In the industrial software space, Schneider Electric merged with AVEVA. The new AVEVA covers all aspects of the digital asset life cycle, from design to operations and back again. Siemens, a vendor with a similarly comprehensive mission, showcased its PlantSight solution, built on the integration of different kinds of data sources to create a holistic digital context for aligned digital components. The solution also enables real-time, digital-twin-supported visibility on all plant operations, synchronizing the real plant and its engineering representations.

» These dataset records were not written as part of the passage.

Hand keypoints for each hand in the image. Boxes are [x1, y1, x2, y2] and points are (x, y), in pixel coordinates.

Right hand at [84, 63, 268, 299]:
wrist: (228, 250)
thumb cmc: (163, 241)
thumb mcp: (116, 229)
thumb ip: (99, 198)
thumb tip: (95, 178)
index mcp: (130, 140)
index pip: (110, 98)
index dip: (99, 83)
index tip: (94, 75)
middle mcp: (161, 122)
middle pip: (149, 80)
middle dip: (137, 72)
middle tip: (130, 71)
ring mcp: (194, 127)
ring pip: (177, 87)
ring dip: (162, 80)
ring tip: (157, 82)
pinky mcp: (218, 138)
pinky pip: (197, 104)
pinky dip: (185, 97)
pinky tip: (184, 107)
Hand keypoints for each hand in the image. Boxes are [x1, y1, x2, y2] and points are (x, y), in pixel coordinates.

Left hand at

Another vendor that has elaborated on this value proposition is Dassault Systèmes, which now offers a model-based systems engineering solution. It is essentially an integrated engineering platform that supports the rapid development of intelligent products, cross-domain simulation of complex systems, and the reuse of artifacts across multiple product configurations.

4.    Edge Computing Hits Mainstream Shop Floor — Coming to Cloud’s Rescue

With growing data volumes and a need for real-time data, cloud-centric solutions with centrally managed data storage and processing no longer suffice in many IoT scenarios. Expectations have shifted to edge computing. Even though edge computing was limited to collecting, aggregating, and forwarding data to the cloud until recently, it has now matured to a point where industrial companies can turn large amounts of data into actionable intelligence, available right at the edge. Hannover Messe 2019 reflected the sentiment that machine builders increasingly see the benefits of edge computing, enabling them to understand more about their individual machinery on the shop floor. With that insight, they can react faster to machine behavior, and therefore differentiate themselves from their competitors. The “edge as a platform” concept is also gaining popularity among end users that operate on minimal operating costs and resources.

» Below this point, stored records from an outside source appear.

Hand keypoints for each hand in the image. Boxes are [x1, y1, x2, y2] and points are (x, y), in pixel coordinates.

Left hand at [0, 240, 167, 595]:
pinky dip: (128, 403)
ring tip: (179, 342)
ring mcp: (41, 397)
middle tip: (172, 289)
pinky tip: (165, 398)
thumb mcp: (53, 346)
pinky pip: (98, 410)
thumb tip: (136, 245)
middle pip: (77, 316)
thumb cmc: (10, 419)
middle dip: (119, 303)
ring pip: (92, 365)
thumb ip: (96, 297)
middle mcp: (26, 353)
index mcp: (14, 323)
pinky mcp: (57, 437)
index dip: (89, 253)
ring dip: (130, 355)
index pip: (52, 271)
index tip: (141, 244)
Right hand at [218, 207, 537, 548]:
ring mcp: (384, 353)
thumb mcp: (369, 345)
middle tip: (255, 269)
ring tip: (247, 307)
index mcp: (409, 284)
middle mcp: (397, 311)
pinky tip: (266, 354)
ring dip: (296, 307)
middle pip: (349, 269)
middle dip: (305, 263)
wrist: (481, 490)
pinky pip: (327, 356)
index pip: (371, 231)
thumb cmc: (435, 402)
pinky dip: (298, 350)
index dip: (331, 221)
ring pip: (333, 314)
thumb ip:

We see manufacturers starting to deploy cloud-based execution models that depend on edge analytics to enable the seamless handover of data to enterprise applications and to achieve real-time visibility, supply chain integration, and increased operational flexibility.

IDC believes that the capability to collect and analyze data and provide derived insights immediately creates a revolution in support of organizational tasks. This is a key component of the aforementioned digital thread that supports most factory applications (manufacturing execution systems or MES, enterprise asset management or EAM, quality, materials handling, just-in-time, etc.) and links them with other enterprise applications (enterprise resource planning or ERP, supply chain management or SCM, product life-cycle management or PLM). And this is where IT/OT integration must happen. Converting raw data from the machine level into enterprise-grade information will transform and elevate the role of shop floors in manufacturing organizations and make them central in the fulfillment process.

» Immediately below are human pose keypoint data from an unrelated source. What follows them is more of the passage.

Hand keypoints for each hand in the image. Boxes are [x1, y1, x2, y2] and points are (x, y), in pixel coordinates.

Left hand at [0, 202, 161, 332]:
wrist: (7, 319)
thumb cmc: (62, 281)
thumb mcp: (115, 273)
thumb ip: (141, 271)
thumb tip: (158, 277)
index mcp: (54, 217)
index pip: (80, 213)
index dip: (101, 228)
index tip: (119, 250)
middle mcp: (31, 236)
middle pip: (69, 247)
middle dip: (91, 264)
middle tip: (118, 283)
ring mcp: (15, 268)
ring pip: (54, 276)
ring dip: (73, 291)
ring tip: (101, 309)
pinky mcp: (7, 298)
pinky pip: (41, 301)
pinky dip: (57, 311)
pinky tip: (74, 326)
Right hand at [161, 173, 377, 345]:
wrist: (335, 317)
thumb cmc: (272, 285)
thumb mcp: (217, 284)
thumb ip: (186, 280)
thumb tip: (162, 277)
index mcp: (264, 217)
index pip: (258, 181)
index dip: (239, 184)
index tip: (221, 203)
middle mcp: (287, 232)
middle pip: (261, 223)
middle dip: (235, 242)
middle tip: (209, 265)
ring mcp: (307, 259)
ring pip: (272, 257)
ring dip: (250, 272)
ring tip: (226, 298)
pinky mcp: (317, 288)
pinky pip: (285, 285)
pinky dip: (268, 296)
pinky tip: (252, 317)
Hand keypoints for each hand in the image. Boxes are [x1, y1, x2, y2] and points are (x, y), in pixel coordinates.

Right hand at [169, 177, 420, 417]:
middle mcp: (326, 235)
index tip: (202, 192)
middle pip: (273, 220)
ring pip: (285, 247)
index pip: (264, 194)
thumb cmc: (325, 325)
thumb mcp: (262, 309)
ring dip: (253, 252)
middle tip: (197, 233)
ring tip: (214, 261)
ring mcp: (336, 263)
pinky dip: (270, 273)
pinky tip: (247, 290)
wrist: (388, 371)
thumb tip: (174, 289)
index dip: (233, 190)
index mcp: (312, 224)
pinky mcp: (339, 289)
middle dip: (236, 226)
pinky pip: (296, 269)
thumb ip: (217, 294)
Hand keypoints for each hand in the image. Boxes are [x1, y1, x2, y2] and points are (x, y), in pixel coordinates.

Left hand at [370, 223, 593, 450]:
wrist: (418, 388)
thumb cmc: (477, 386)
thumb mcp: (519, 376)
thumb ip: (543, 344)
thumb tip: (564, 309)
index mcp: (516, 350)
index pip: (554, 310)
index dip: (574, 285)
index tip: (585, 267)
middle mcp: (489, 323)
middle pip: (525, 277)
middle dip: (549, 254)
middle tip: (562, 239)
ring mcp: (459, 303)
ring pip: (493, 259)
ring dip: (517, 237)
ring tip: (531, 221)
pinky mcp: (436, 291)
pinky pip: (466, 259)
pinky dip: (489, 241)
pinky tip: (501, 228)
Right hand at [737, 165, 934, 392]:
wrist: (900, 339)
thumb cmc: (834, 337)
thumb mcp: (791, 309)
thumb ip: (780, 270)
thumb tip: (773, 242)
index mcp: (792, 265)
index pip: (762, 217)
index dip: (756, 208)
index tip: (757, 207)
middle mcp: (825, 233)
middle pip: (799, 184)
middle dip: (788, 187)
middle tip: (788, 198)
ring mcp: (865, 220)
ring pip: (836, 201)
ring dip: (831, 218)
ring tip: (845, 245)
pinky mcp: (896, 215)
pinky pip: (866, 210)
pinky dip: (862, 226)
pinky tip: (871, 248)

Conclusion: Avoid Becoming a Digital Laggard

In the past few years, IDC has witnessed the evolution of digitization and the disruptions and opportunities it creates for business and society. Organizations of every size and industry must adapt to new technologies, new players, new ecosystems, and new ways of doing business. Digitalization acts as a force multiplier that creates faster, more dynamic, and competitive market places, widening the gap between the few thriving companies — the best performers that leverage their capabilities to create new digital products and services, expand digital ecosystems, and foster digitally savvy workforces — and the rest. To this end, not all manufacturers need to be at the same stage when it comes to digitization, as shown by the examples in this blog. But if they want to keep up with the competition, let alone stay relevant, they need to invest in a digital road map now.